→ **RECORDS SHOWN**

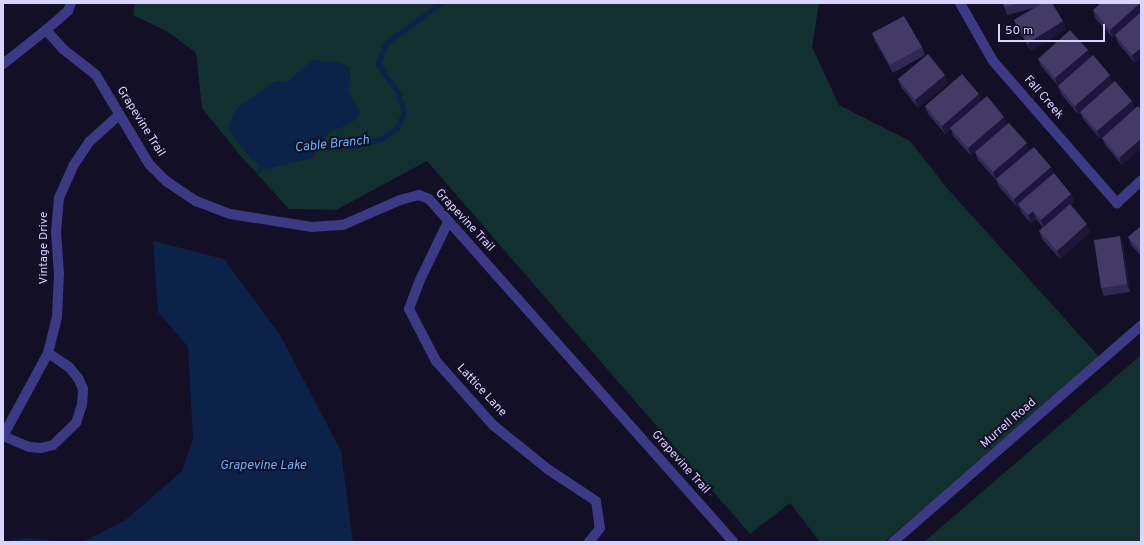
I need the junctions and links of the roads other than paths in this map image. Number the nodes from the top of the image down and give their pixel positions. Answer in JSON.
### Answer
{"nodes":[{"id":1,"x":71,"y":3,"type":"edge"},
{"id":2,"x":960,"y":3,"type":"edge"},
{"id":3,"x":46,"y":30,"type":"junction"},
{"id":4,"x":3,"y":64,"type":"edge"},
{"id":5,"x":119,"y":115,"type":"junction"},
{"id":6,"x":1141,"y":181,"type":"edge"},
{"id":7,"x":448,"y":222,"type":"junction"},
{"id":8,"x":1141,"y":326,"type":"edge"},
{"id":9,"x":48,"y":353,"type":"junction"},
{"id":10,"x":3,"y":436,"type":"edge"},
{"id":11,"x":589,"y":542,"type":"edge"},
{"id":12,"x":733,"y":542,"type":"edge"},
{"id":13,"x":893,"y":542,"type":"edge"}],
"edges":[{"from":1,"to":3,"type":"street"},
{"from":2,"to":6,"type":"street","name":"Fall Creek"},
{"from":3,"to":4,"type":"street"},
{"from":3,"to":5,"type":"street","name":"Grapevine Trail"},
{"from":5,"to":7,"type":"street","name":"Grapevine Trail"},
{"from":5,"to":9,"type":"street","name":"Vintage Drive"},
{"from":7,"to":11,"type":"street","name":"Lattice Lane"},
{"from":7,"to":12,"type":"street","name":"Grapevine Trail"},
{"from":8,"to":13,"type":"street","name":"Murrell Road"},
{"from":9,"to":10,"type":"street","name":"Vintage Drive"},
{"from":9,"to":10,"type":"street","name":"Vintage Drive"}]}
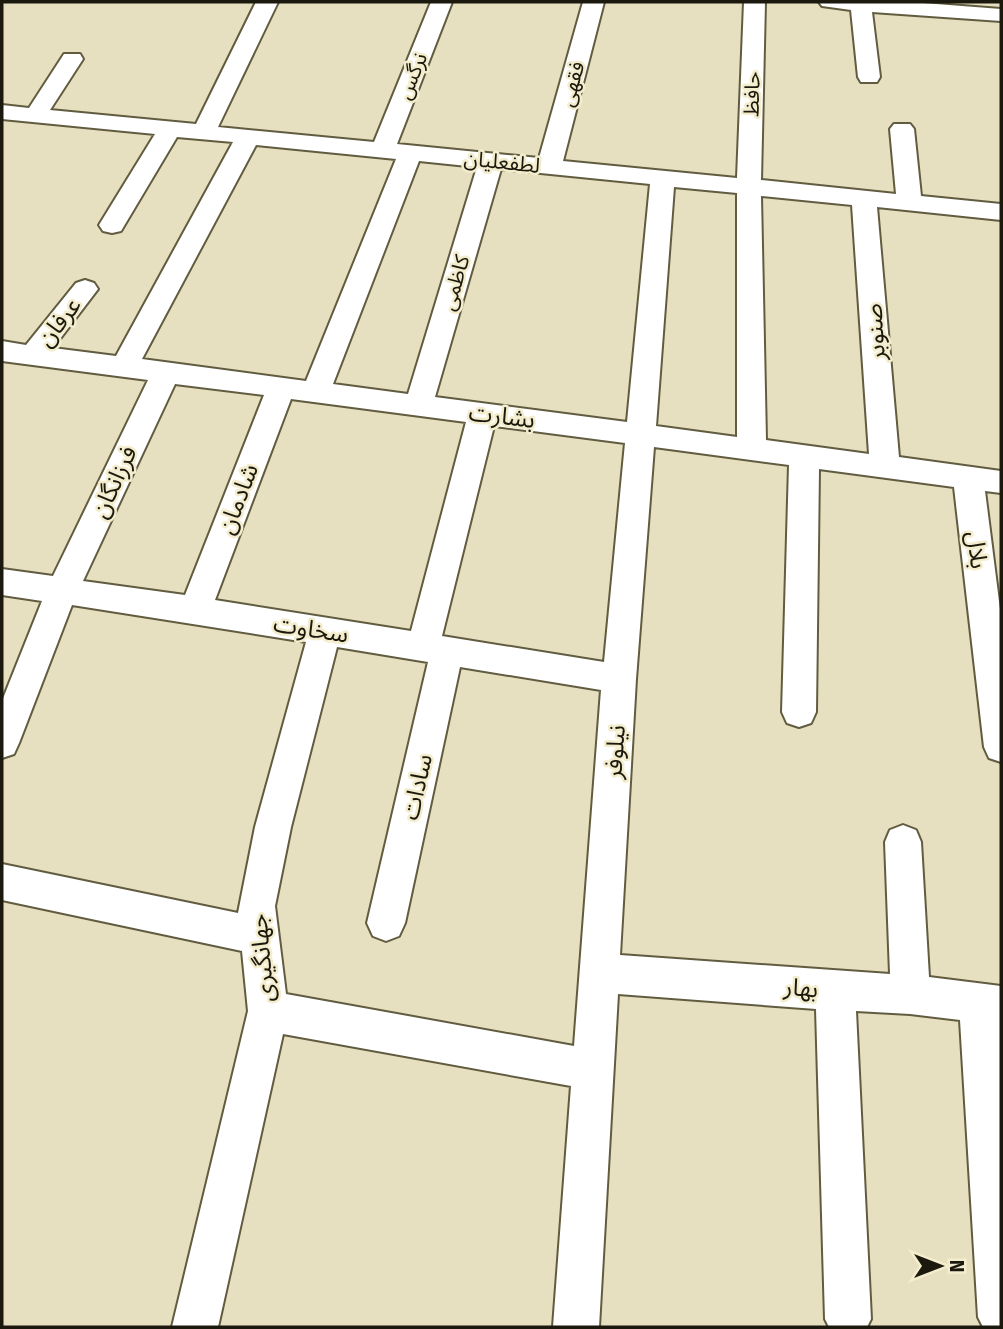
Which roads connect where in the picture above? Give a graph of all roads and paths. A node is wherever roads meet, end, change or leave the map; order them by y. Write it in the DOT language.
graph roads {
  1 [pos="267,2"];
  2 [pos="442,2"];
  3 [pos="594,2"];
  4 [pos="754,2"];
  5 [pos="832,2"];
  6 [pos="999,2"];
  7 [pos="862,4"];
  8 [pos="1001,15"];
  9 [pos="72,59"];
  10 [pos="869,77"];
  11 [pos="2,112"];
  12 [pos="35,116"];
  13 [pos="170,129"];
  14 [pos="902,129"];
  15 [pos="204,132"];
  16 [pos="248,136"];
  17 [pos="383,150"];
  18 [pos="410,153"];
  19 [pos="491,161"];
  20 [pos="549,167"];
  21 [pos="663,178"];
  22 [pos="749,187"];
  23 [pos="864,198"];
  24 [pos="909,202"];
  25 [pos="1001,212"];
  26 [pos="112,226"];
  27 [pos="85,289"];
  28 [pos="2,351"];
  29 [pos="33,355"];
  30 [pos="124,367"];
  31 [pos="166,372"];
  32 [pos="281,387"];
  33 [pos="316,392"];
  34 [pos="419,405"];
  35 [pos="482,414"];
  36 [pos="641,434"];
  37 [pos="752,449"];
  38 [pos="804,456"];
  39 [pos="885,466"];
  40 [pos="968,478"];
  41 [pos="1001,482"];
  42 [pos="2,582"];
  43 [pos="62,591"];
  44 [pos="195,610"];
  45 [pos="325,631"];
  46 [pos="435,649"];
  47 [pos="620,679"];
  48 [pos="799,712"];
  49 [pos="2,743"];
  50 [pos="1001,747"];
  51 [pos="903,842"];
  52 [pos="2,883"];
  53 [pos="386,923"];
  54 [pos="260,936"];
  55 [pos="600,972"];
  56 [pos="835,991"];
  57 [pos="910,995"];
  58 [pos="990,1005"];
  59 [pos="268,1011"];
  60 [pos="593,1070"];
  61 [pos="1001,1317"];
  62 [pos="848,1319"];
  63 [pos="195,1327"];
  64 [pos="576,1327"];
  1 -- 15 [label="street"];
  2 -- 17 [label="street, نرگس"];
  3 -- 20 [label="street, فقهی"];
  4 -- 22 [label="street, حافظ"];
  5 -- 7 [label="street"];
  6 -- 8 [label="street"];
  7 -- 8 [label="street"];
  7 -- 10 [label="street"];
  9 -- 12 [label="street"];
  11 -- 12 [label="street, لطفعلیان"];
  12 -- 13 [label="street, لطفعلیان"];
  13 -- 15 [label="street, لطفعلیان"];
  13 -- 26 [label="street"];
  14 -- 24 [label="street"];
  15 -- 16 [label="street, لطفعلیان"];
  16 -- 17 [label="street, لطفعلیان"];
  16 -- 30 [label="street"];
  17 -- 18 [label="street, لطفعلیان"];
  18 -- 19 [label="street, لطفعلیان"];
  18 -- 33 [label="street"];
  19 -- 20 [label="street, لطفعلیان"];
  19 -- 34 [label="street, کاظمی"];
  20 -- 21 [label="street, لطفعلیان"];
  21 -- 22 [label="street, لطفعلیان"];
  21 -- 36 [label="street, نیلوفر"];
  22 -- 23 [label="street, لطفعلیان"];
  22 -- 37 [label="street, حافظ"];
  23 -- 24 [label="street, لطفعلیان"];
  23 -- 39 [label="street, صنوبر"];
  24 -- 25 [label="street, لطفعلیان"];
  27 -- 29 [label="street, عرفان"];
  28 -- 29 [label="street, بشارت"];
  29 -- 30 [label="street, بشارت"];
  30 -- 31 [label="street, بشارت"];
  31 -- 32 [label="street, بشارت"];
  31 -- 43 [label="street, فرزانگان"];
  32 -- 33 [label="street, بشارت"];
  32 -- 44 [label="street, شادمان"];
  33 -- 34 [label="street, بشارت"];
  34 -- 35 [label="street, بشارت"];
  35 -- 36 [label="street, بشارت"];
  35 -- 46 [label="street"];
  36 -- 37 [label="street, بشارت"];
  36 -- 47 [label="street, نیلوفر"];
  37 -- 38 [label="street, بشارت"];
  38 -- 39 [label="street, بشارت"];
  38 -- 48 [label="street"];
  39 -- 40 [label="street, بشارت"];
  40 -- 41 [label="street, بشارت"];
  40 -- 50 [label="street, بلال"];
  42 -- 43 [label="street, سخاوت"];
  43 -- 44 [label="street, سخاوت"];
  43 -- 49 [label="street, فرزانگان"];
  44 -- 45 [label="street, سخاوت"];
  45 -- 46 [label="street, سخاوت"];
  45 -- 54 [label="street, جهانگیری"];
  46 -- 47 [label="street, سخاوت"];
  46 -- 53 [label="street, سادات"];
  47 -- 55 [label="street, نیلوفر"];
  51 -- 57 [label="street"];
  52 -- 54 [label="street"];
  54 -- 59 [label="street, جهانگیری"];
  55 -- 56 [label="street, بهار"];
  55 -- 60 [label="street, نیلوفر"];
  56 -- 57 [label="street, بهار"];
  56 -- 62 [label="street"];
  57 -- 58 [label="street, بهار"];
  58 -- 61 [label="street"];
  59 -- 60 [label="street"];
  59 -- 63 [label="street, جهانگیری"];
  60 -- 64 [label="street, نیلوفر"];
}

→ **EXERCISE OBJECTIVE**
None of the images should be copied, but every entry must be given again exactly.

→ **TASK SOLUTION**
I need the junctions and links of the roads other than paths in this map image. Number the nodes from the top of the image down and give their pixel positions. Answer in JSON.
### Answer
{"nodes":[{"id":1,"x":71,"y":3,"type":"edge"},
{"id":2,"x":960,"y":3,"type":"edge"},
{"id":3,"x":46,"y":30,"type":"junction"},
{"id":4,"x":3,"y":64,"type":"edge"},
{"id":5,"x":119,"y":115,"type":"junction"},
{"id":6,"x":1141,"y":181,"type":"edge"},
{"id":7,"x":448,"y":222,"type":"junction"},
{"id":8,"x":1141,"y":326,"type":"edge"},
{"id":9,"x":48,"y":353,"type":"junction"},
{"id":10,"x":3,"y":436,"type":"edge"},
{"id":11,"x":589,"y":542,"type":"edge"},
{"id":12,"x":733,"y":542,"type":"edge"},
{"id":13,"x":893,"y":542,"type":"edge"}],
"edges":[{"from":1,"to":3,"type":"street"},
{"from":2,"to":6,"type":"street","name":"Fall Creek"},
{"from":3,"to":4,"type":"street"},
{"from":3,"to":5,"type":"street","name":"Grapevine Trail"},
{"from":5,"to":7,"type":"street","name":"Grapevine Trail"},
{"from":5,"to":9,"type":"street","name":"Vintage Drive"},
{"from":7,"to":11,"type":"street","name":"Lattice Lane"},
{"from":7,"to":12,"type":"street","name":"Grapevine Trail"},
{"from":8,"to":13,"type":"street","name":"Murrell Road"},
{"from":9,"to":10,"type":"street","name":"Vintage Drive"},
{"from":9,"to":10,"type":"street","name":"Vintage Drive"}]}
Which roads connect where in the picture above? Give a graph of all roads and paths. A node is wherever roads meet, end, change or leave the map; order them by y. Write it in the DOT language.
graph roads {
  1 [pos="267,2"];
  2 [pos="442,2"];
  3 [pos="594,2"];
  4 [pos="754,2"];
  5 [pos="832,2"];
  6 [pos="999,2"];
  7 [pos="862,4"];
  8 [pos="1001,15"];
  9 [pos="72,59"];
  10 [pos="869,77"];
  11 [pos="2,112"];
  12 [pos="35,116"];
  13 [pos="170,129"];
  14 [pos="902,129"];
  15 [pos="204,132"];
  16 [pos="248,136"];
  17 [pos="383,150"];
  18 [pos="410,153"];
  19 [pos="491,161"];
  20 [pos="549,167"];
  21 [pos="663,178"];
  22 [pos="749,187"];
  23 [pos="864,198"];
  24 [pos="909,202"];
  25 [pos="1001,212"];
  26 [pos="112,226"];
  27 [pos="85,289"];
  28 [pos="2,351"];
  29 [pos="33,355"];
  30 [pos="124,367"];
  31 [pos="166,372"];
  32 [pos="281,387"];
  33 [pos="316,392"];
  34 [pos="419,405"];
  35 [pos="482,414"];
  36 [pos="641,434"];
  37 [pos="752,449"];
  38 [pos="804,456"];
  39 [pos="885,466"];
  40 [pos="968,478"];
  41 [pos="1001,482"];
  42 [pos="2,582"];
  43 [pos="62,591"];
  44 [pos="195,610"];
  45 [pos="325,631"];
  46 [pos="435,649"];
  47 [pos="620,679"];
  48 [pos="799,712"];
  49 [pos="2,743"];
  50 [pos="1001,747"];
  51 [pos="903,842"];
  52 [pos="2,883"];
  53 [pos="386,923"];
  54 [pos="260,936"];
  55 [pos="600,972"];
  56 [pos="835,991"];
  57 [pos="910,995"];
  58 [pos="990,1005"];
  59 [pos="268,1011"];
  60 [pos="593,1070"];
  61 [pos="1001,1317"];
  62 [pos="848,1319"];
  63 [pos="195,1327"];
  64 [pos="576,1327"];
  1 -- 15 [label="street"];
  2 -- 17 [label="street, نرگس"];
  3 -- 20 [label="street, فقهی"];
  4 -- 22 [label="street, حافظ"];
  5 -- 7 [label="street"];
  6 -- 8 [label="street"];
  7 -- 8 [label="street"];
  7 -- 10 [label="street"];
  9 -- 12 [label="street"];
  11 -- 12 [label="street, لطفعلیان"];
  12 -- 13 [label="street, لطفعلیان"];
  13 -- 15 [label="street, لطفعلیان"];
  13 -- 26 [label="street"];
  14 -- 24 [label="street"];
  15 -- 16 [label="street, لطفعلیان"];
  16 -- 17 [label="street, لطفعلیان"];
  16 -- 30 [label="street"];
  17 -- 18 [label="street, لطفعلیان"];
  18 -- 19 [label="street, لطفعلیان"];
  18 -- 33 [label="street"];
  19 -- 20 [label="street, لطفعلیان"];
  19 -- 34 [label="street, کاظمی"];
  20 -- 21 [label="street, لطفعلیان"];
  21 -- 22 [label="street, لطفعلیان"];
  21 -- 36 [label="street, نیلوفر"];
  22 -- 23 [label="street, لطفعلیان"];
  22 -- 37 [label="street, حافظ"];
  23 -- 24 [label="street, لطفعلیان"];
  23 -- 39 [label="street, صنوبر"];
  24 -- 25 [label="street, لطفعلیان"];
  27 -- 29 [label="street, عرفان"];
  28 -- 29 [label="street, بشارت"];
  29 -- 30 [label="street, بشارت"];
  30 -- 31 [label="street, بشارت"];
  31 -- 32 [label="street, بشارت"];
  31 -- 43 [label="street, فرزانگان"];
  32 -- 33 [label="street, بشارت"];
  32 -- 44 [label="street, شادمان"];
  33 -- 34 [label="street, بشارت"];
  34 -- 35 [label="street, بشارت"];
  35 -- 36 [label="street, بشارت"];
  35 -- 46 [label="street"];
  36 -- 37 [label="street, بشارت"];
  36 -- 47 [label="street, نیلوفر"];
  37 -- 38 [label="street, بشارت"];
  38 -- 39 [label="street, بشارت"];
  38 -- 48 [label="street"];
  39 -- 40 [label="street, بشارت"];
  40 -- 41 [label="street, بشارت"];
  40 -- 50 [label="street, بلال"];
  42 -- 43 [label="street, سخاوت"];
  43 -- 44 [label="street, سخاوت"];
  43 -- 49 [label="street, فرزانگان"];
  44 -- 45 [label="street, سخاوت"];
  45 -- 46 [label="street, سخاوت"];
  45 -- 54 [label="street, جهانگیری"];
  46 -- 47 [label="street, سخاوت"];
  46 -- 53 [label="street, سادات"];
  47 -- 55 [label="street, نیلوفر"];
  51 -- 57 [label="street"];
  52 -- 54 [label="street"];
  54 -- 59 [label="street, جهانگیری"];
  55 -- 56 [label="street, بهار"];
  55 -- 60 [label="street, نیلوفر"];
  56 -- 57 [label="street, بهار"];
  56 -- 62 [label="street"];
  57 -- 58 [label="street, بهار"];
  58 -- 61 [label="street"];
  59 -- 60 [label="street"];
  59 -- 63 [label="street, جهانگیری"];
  60 -- 64 [label="street, نیلوفر"];
}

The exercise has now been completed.